Entries taken from a collection
────────────────────
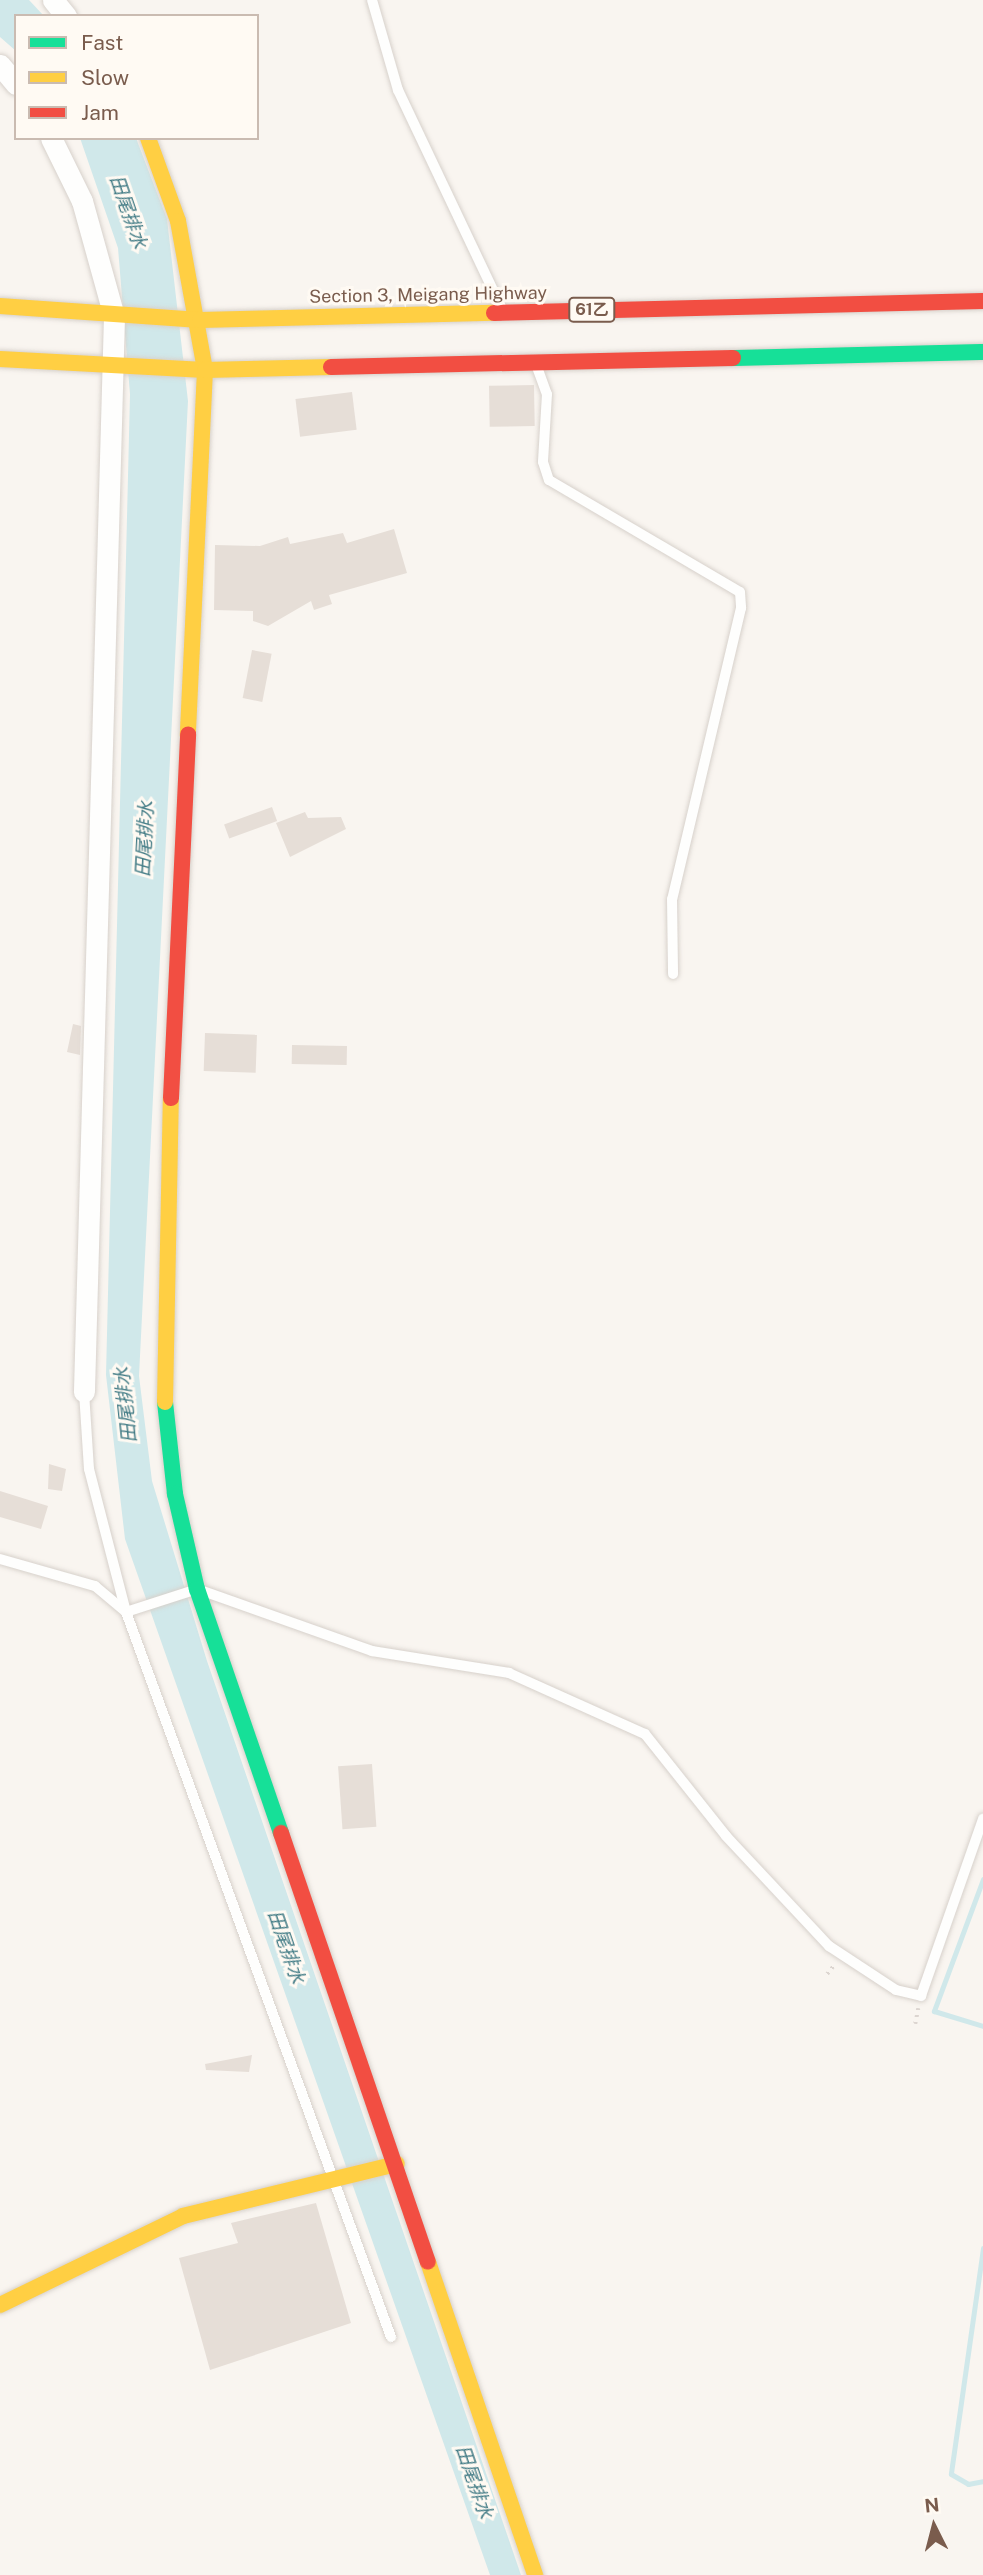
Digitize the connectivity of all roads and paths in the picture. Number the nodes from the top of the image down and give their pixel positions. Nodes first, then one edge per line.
1 (53, 0) edge
2 (372, 0) edge
3 (64, 14) edge
4 (0, 65) edge
5 (14, 82) edge
6 (52, 140) edge
7 (149, 140) edge
8 (983, 301) edge
9 (0, 306) edge
10 (503, 312) junction
11 (114, 316) junction
12 (200, 320) junction
13 (983, 352) edge
14 (0, 359) edge
15 (535, 361) junction
16 (113, 367) junction
17 (205, 370) junction
18 (673, 974) dead end
19 (84, 1392) joint
20 (0, 1559) edge
21 (197, 1589) junction
22 (126, 1612) junction
23 (983, 1819) edge
24 (397, 2164) junction
25 (339, 2182) junction
26 (0, 2305) edge
27 (391, 2337) dead end
28 (535, 2575) edge

1 - 3 street
2 - 10 lane
4 - 5 street
6 - 11 street
7 - 12 street
8 - 10 street, Section 3, Meigang Highway / 61乙
9 - 11 street, Section 3, Meigang Highway / 61乙
10 - 12 street, Section 3, Meigang Highway / 61乙
11 - 12 street, Section 3, Meigang Highway / 61乙
11 - 16 street
12 - 17 street
13 - 15 street
14 - 16 street
15 - 17 street
15 - 18 lane
16 - 17 street
16 - 19 street
17 - 21 street
19 - 22 lane
20 - 22 lane
21 - 22 lane
21 - 23 lane
21 - 24 street
22 - 25 lane
24 - 25 street
24 - 28 street
25 - 26 street
25 - 27 lane

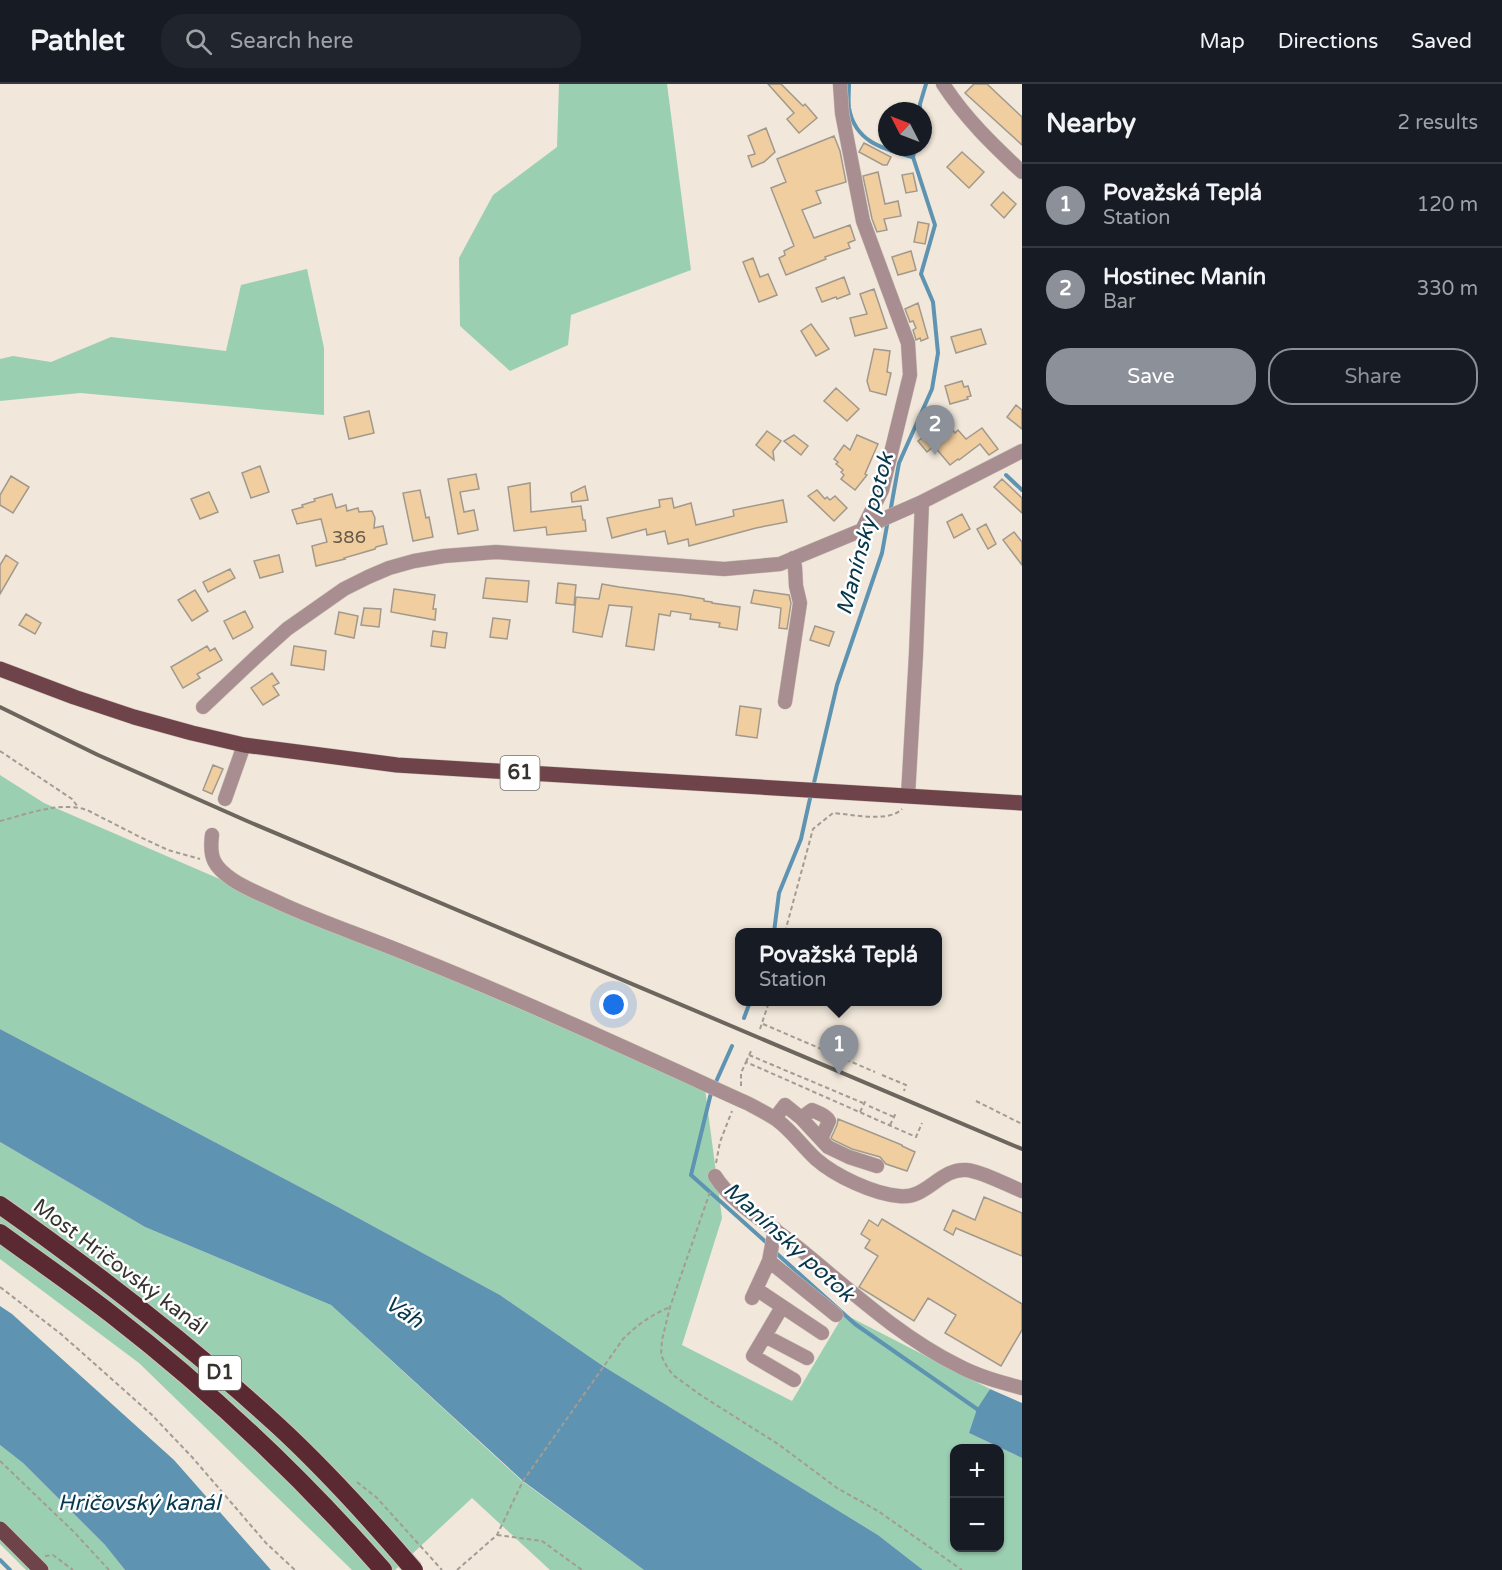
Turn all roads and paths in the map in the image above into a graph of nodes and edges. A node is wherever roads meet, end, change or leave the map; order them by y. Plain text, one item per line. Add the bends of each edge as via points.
1 (840, 84) edge
2 (943, 84) edge
3 (1022, 172) edge
4 (1022, 451) edge
5 (922, 502) junction
6 (862, 530) junction
7 (793, 558) junction
8 (0, 669) edge
9 (785, 702) dead end
10 (203, 707) dead end
11 (244, 746) junction
12 (0, 751) edge
13 (908, 796) junction
14 (225, 799) dead end
15 (1022, 803) edge
16 (78, 807) junction
17 (885, 817) dead end
18 (0, 821) edge
19 (212, 835) dead end
20 (215, 865) junction
21 (786, 928) edge
22 (768, 1006) edge
23 (762, 1024) junction
24 (760, 1029) dead end
25 (751, 1051) dead end
26 (749, 1055) junction
27 (746, 1062) junction
28 (875, 1072) dead end
29 (882, 1075) dead end
30 (904, 1090) dead end
31 (733, 1096) junction
32 (866, 1100) dead end
33 (976, 1101) dead end
34 (862, 1103) dead end
35 (869, 1106) dead end
36 (860, 1112) junction
37 (896, 1113) dead end
38 (894, 1117) junction
39 (774, 1118) junction
40 (801, 1118) junction
41 (922, 1123) dead end
42 (1022, 1124) edge
43 (891, 1125) junction
44 (821, 1139) junction
45 (877, 1166) dead end
46 (715, 1176) junction
47 (1022, 1191) edge
48 (0, 1205) edge
49 (775, 1229) junction
50 (0, 1233) edge
51 (769, 1261) junction
52 (0, 1287) edge
53 (670, 1307) junction
54 (782, 1307) junction
55 (836, 1315) dead end
56 (822, 1333) dead end
57 (765, 1336) junction
58 (807, 1359) dead end
59 (794, 1380) dead end
60 (1022, 1388) edge
61 (0, 1461) edge
62 (0, 1529) edge
63 (497, 1535) junction
64 (36, 1565) edge
65 (73, 1570) edge
66 (110, 1570) edge
67 (294, 1570) edge
68 (383, 1570) edge
69 (414, 1570) edge
70 (458, 1570) edge
71 (582, 1570) edge
72 (962, 1570) edge

1 - 6 street via 863,221 908,343 910,375 882,490
2 - 3 street via 991,143
4 - 5 street
5 - 6 street
5 - 13 street
6 - 7 street
7 - 9 street via 800,603
7 - 10 street via 780,564 724,569 496,552 414,561 368,577 322,603 279,636
8 - 11 main road, 61 via 134,717
11 - 13 main road, 61 via 397,765
11 - 14 street
12 - 16 path
13 - 15 main road, 61
16 - 18 path via 61,806
16 - 20 path via 168,850
17 - 21 path via 833,813 813,829
19 - 20 street via 210,847
20 - 31 street via 244,887
22 - 23 path
23 - 24 path
23 - 28 path
25 - 26 path
26 - 27 path
26 - 34 path
27 - 31 path via 741,1090
27 - 36 path
29 - 30 path via 906,1085
31 - 39 street
31 - 46 path via 717,1153
32 - 36 path
33 - 42 path
35 - 38 path
36 - 43 path
37 - 38 path
38 - 43 path
39 - 40 street via 784,1105
39 - 47 street via 829,1168 892,1195 916,1195 953,1172 967,1170
40 - 44 street
40 - 44 street via 812,1110 828,1119
41 - 43 path via 916,1137
44 - 45 street via 834,1150
46 - 49 street via 731,1196
46 - 53 path
48 - 69 highway, Most Hričovský kanál / D1, bridge via 198,1354 343,1490
49 - 51 street
49 - 60 street via 910,1337 957,1366
50 - 68 highway, Most Hričovský kanál / D1 via 111,1314 263,1444
51 - 54 street via 754,1294
51 - 55 street
52 - 67 path via 61,1334 151,1414
53 - 63 path via 654,1314 623,1339 522,1481
53 - 72 path via 661,1355 673,1375
54 - 56 street
54 - 57 street
57 - 58 street
57 - 59 street via 753,1356
61 - 66 path
62 - 64 main road
63 - 70 path
63 - 71 path via 542,1541
64 - 65 path via 53,1555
────────────────────
# [YOUR INSTRUCTIONS]
For this exercise, return every entry verbatim and omit all pictures.

# [TASK RESULT]
Digitize the connectivity of all roads and paths in the picture. Number the nodes from the top of the image down and give their pixel positions. Nodes first, then one edge per line.
1 (53, 0) edge
2 (372, 0) edge
3 (64, 14) edge
4 (0, 65) edge
5 (14, 82) edge
6 (52, 140) edge
7 (149, 140) edge
8 (983, 301) edge
9 (0, 306) edge
10 (503, 312) junction
11 (114, 316) junction
12 (200, 320) junction
13 (983, 352) edge
14 (0, 359) edge
15 (535, 361) junction
16 (113, 367) junction
17 (205, 370) junction
18 (673, 974) dead end
19 (84, 1392) joint
20 (0, 1559) edge
21 (197, 1589) junction
22 (126, 1612) junction
23 (983, 1819) edge
24 (397, 2164) junction
25 (339, 2182) junction
26 (0, 2305) edge
27 (391, 2337) dead end
28 (535, 2575) edge

1 - 3 street
2 - 10 lane
4 - 5 street
6 - 11 street
7 - 12 street
8 - 10 street, Section 3, Meigang Highway / 61乙
9 - 11 street, Section 3, Meigang Highway / 61乙
10 - 12 street, Section 3, Meigang Highway / 61乙
11 - 12 street, Section 3, Meigang Highway / 61乙
11 - 16 street
12 - 17 street
13 - 15 street
14 - 16 street
15 - 17 street
15 - 18 lane
16 - 17 street
16 - 19 street
17 - 21 street
19 - 22 lane
20 - 22 lane
21 - 22 lane
21 - 23 lane
21 - 24 street
22 - 25 lane
24 - 25 street
24 - 28 street
25 - 26 street
25 - 27 lane

Turn all roads and paths in the map in the image above into a graph of nodes and edges. A node is wherever roads meet, end, change or leave the map; order them by y. Plain text, one item per line. Add the bends of each edge as via points.
1 (840, 84) edge
2 (943, 84) edge
3 (1022, 172) edge
4 (1022, 451) edge
5 (922, 502) junction
6 (862, 530) junction
7 (793, 558) junction
8 (0, 669) edge
9 (785, 702) dead end
10 (203, 707) dead end
11 (244, 746) junction
12 (0, 751) edge
13 (908, 796) junction
14 (225, 799) dead end
15 (1022, 803) edge
16 (78, 807) junction
17 (885, 817) dead end
18 (0, 821) edge
19 (212, 835) dead end
20 (215, 865) junction
21 (786, 928) edge
22 (768, 1006) edge
23 (762, 1024) junction
24 (760, 1029) dead end
25 (751, 1051) dead end
26 (749, 1055) junction
27 (746, 1062) junction
28 (875, 1072) dead end
29 (882, 1075) dead end
30 (904, 1090) dead end
31 (733, 1096) junction
32 (866, 1100) dead end
33 (976, 1101) dead end
34 (862, 1103) dead end
35 (869, 1106) dead end
36 (860, 1112) junction
37 (896, 1113) dead end
38 (894, 1117) junction
39 (774, 1118) junction
40 (801, 1118) junction
41 (922, 1123) dead end
42 (1022, 1124) edge
43 (891, 1125) junction
44 (821, 1139) junction
45 (877, 1166) dead end
46 (715, 1176) junction
47 (1022, 1191) edge
48 (0, 1205) edge
49 (775, 1229) junction
50 (0, 1233) edge
51 (769, 1261) junction
52 (0, 1287) edge
53 (670, 1307) junction
54 (782, 1307) junction
55 (836, 1315) dead end
56 (822, 1333) dead end
57 (765, 1336) junction
58 (807, 1359) dead end
59 (794, 1380) dead end
60 (1022, 1388) edge
61 (0, 1461) edge
62 (0, 1529) edge
63 (497, 1535) junction
64 (36, 1565) edge
65 (73, 1570) edge
66 (110, 1570) edge
67 (294, 1570) edge
68 (383, 1570) edge
69 (414, 1570) edge
70 (458, 1570) edge
71 (582, 1570) edge
72 (962, 1570) edge

1 - 6 street via 863,221 908,343 910,375 882,490
2 - 3 street via 991,143
4 - 5 street
5 - 6 street
5 - 13 street
6 - 7 street
7 - 9 street via 800,603
7 - 10 street via 780,564 724,569 496,552 414,561 368,577 322,603 279,636
8 - 11 main road, 61 via 134,717
11 - 13 main road, 61 via 397,765
11 - 14 street
12 - 16 path
13 - 15 main road, 61
16 - 18 path via 61,806
16 - 20 path via 168,850
17 - 21 path via 833,813 813,829
19 - 20 street via 210,847
20 - 31 street via 244,887
22 - 23 path
23 - 24 path
23 - 28 path
25 - 26 path
26 - 27 path
26 - 34 path
27 - 31 path via 741,1090
27 - 36 path
29 - 30 path via 906,1085
31 - 39 street
31 - 46 path via 717,1153
32 - 36 path
33 - 42 path
35 - 38 path
36 - 43 path
37 - 38 path
38 - 43 path
39 - 40 street via 784,1105
39 - 47 street via 829,1168 892,1195 916,1195 953,1172 967,1170
40 - 44 street
40 - 44 street via 812,1110 828,1119
41 - 43 path via 916,1137
44 - 45 street via 834,1150
46 - 49 street via 731,1196
46 - 53 path
48 - 69 highway, Most Hričovský kanál / D1, bridge via 198,1354 343,1490
49 - 51 street
49 - 60 street via 910,1337 957,1366
50 - 68 highway, Most Hričovský kanál / D1 via 111,1314 263,1444
51 - 54 street via 754,1294
51 - 55 street
52 - 67 path via 61,1334 151,1414
53 - 63 path via 654,1314 623,1339 522,1481
53 - 72 path via 661,1355 673,1375
54 - 56 street
54 - 57 street
57 - 58 street
57 - 59 street via 753,1356
61 - 66 path
62 - 64 main road
63 - 70 path
63 - 71 path via 542,1541
64 - 65 path via 53,1555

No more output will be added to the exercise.